The Vienna Ab initio Simulation Package (VASP) is one of the most popular software tools for such predictions, and it has been written to leverage acceleration technologies and to minimize the time to insight.
New material review: Hafnia
This post examines the computation of the properties of a material called hafnia or hafnium oxide (HfO2).
On its own, hafnia is an electric insulator. It is heavily used in semiconductor manufacturing, as it can serve as a high-κ dielectric film when building dynamic random-access memory (DRAM) storage. It can also act as a gate insulator in metal–oxide–semiconductor field-effect transistors (MOSFETs). Hafnia is of high interest for nonvolatile resistive RAM, which could make booting computers a thing of the past.
While an ideal, pure HfO2 crystal can be calculated affordably using only 12 atoms, it is nothing but a theoretical model. Such crystals have impurities in practice.
At times, a dopant must be added to yield the desired material properties beyond insulation. This doping can be done at the purity level, which means that out of 100 eligible atoms, one atom is replaced by a different element. There are minimally 12 atoms out of which only four are Hf. It soon becomes apparent that such calculations easily call for hundreds of atoms.
This post demonstrates how such calculations can be parallelized efficiently over hundreds and even thousands of GPUs. Hafnia serves as an example, but the principles demonstrated here can of course be applied to similarly sized calculations just as well.
- Speedup: A nondimensional measure of performance relative to a reference. For this post, the reference is single-node performance using 8x A100 80 GB SXM4 GPUs without NCCL enabled. Speedup is calculated by dividing the reference runtime by the elapsed runtime.
- Linear scaling: The speedup curve for an application that is perfectly parallel. In Amdahl’s law terms, it is for an application that is 100% parallelized and the interconnect is infinitely fast. In such a situation, 2x the compute resources results in half the run time and 10x the compute resources results in one-tenth the run time. When plotting speedup compared to number of compute resources, the performance curve is a line sloping up and to the right at 45 degrees. The effect of a parallelized run outperforms this proportional relation. That is, the slope would be steeper than 45 degrees and it is called super-linear scaling.
- Parallel efficiency: A nondimensional measure in percent of how close a particular application execution is to the ideal linear scaling.

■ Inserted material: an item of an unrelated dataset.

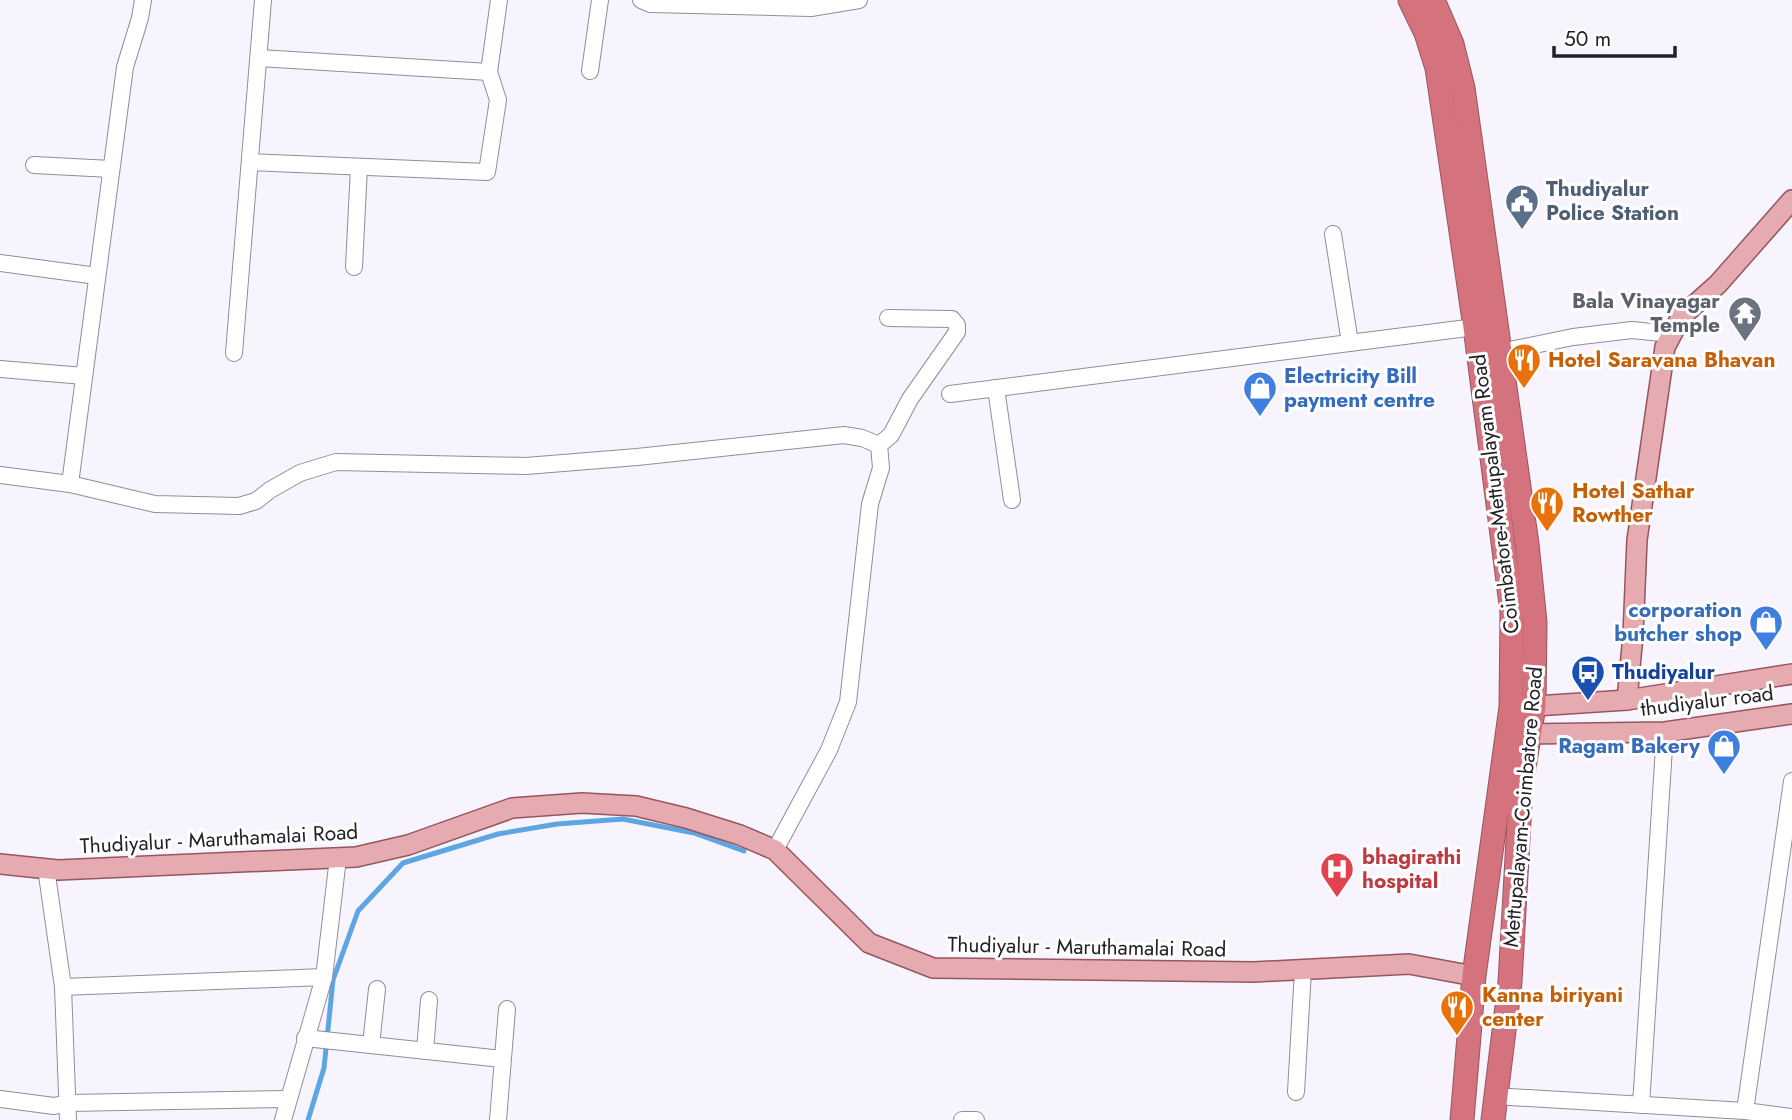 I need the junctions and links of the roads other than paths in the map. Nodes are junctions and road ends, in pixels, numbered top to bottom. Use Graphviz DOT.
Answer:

Parallel efficiency is calculated by dividing the achieved speedup by the linear scaling speedup for that number of compute resources. To avoid wasting compute time, most data centers have policies on minimum parallel efficiency targets (50-70%).
VASP is one of the most widely used applications for electronic-structure calculations and first-principles molecular dynamics. It offers state-of-the-art algorithms and methods to predict material properties like the ones discussed earlier.
This section focuses on using a quantum-chemical method known as density functional theory (DFT) that reaches higher-accuracy predictions by mixing in exact-exchange calculations to approximations within the DFT and is then called hybrid DFT. This added accuracy helps to determine band gaps in closer accordance with experimental results.
Band gaps are the property that classifies materials as insulators, semiconductors, or conductors. For materials based on hafnia, this extra accuracy is crucial, but comes at an increased computational complexity.
Combining this with the need for using many atoms demonstrates the demand for scaling to many nodes on GPU-accelerated supercomputers. Fortunately, even higher accuracy methods are available in VASP. For more information about the additional features, see VASP6.
At a higher level, VASP is a quantum-chemistry application that is different from other, and possibly even more familiar, high-performance computing (HPC) computational-chemistry applications like NAMD, GROMACS, LAMMPS, and AMBER. These codes focus on molecular dynamics (MD) using simplifications to the interactions between atoms such as treating them as point charges. This makes simulations of the movement of those atoms, say because of temperature, computationally inexpensive.
VASP, on the other hand, treats the interaction between atoms on the quantum level, in that it calculates how the electrons interact with each other and can form chemical bonds. It can also derive forces and move atoms for a quantum or ab-initio-MD (AIMD) simulation. This can indeed be interesting to the scientific problem discussed in this post.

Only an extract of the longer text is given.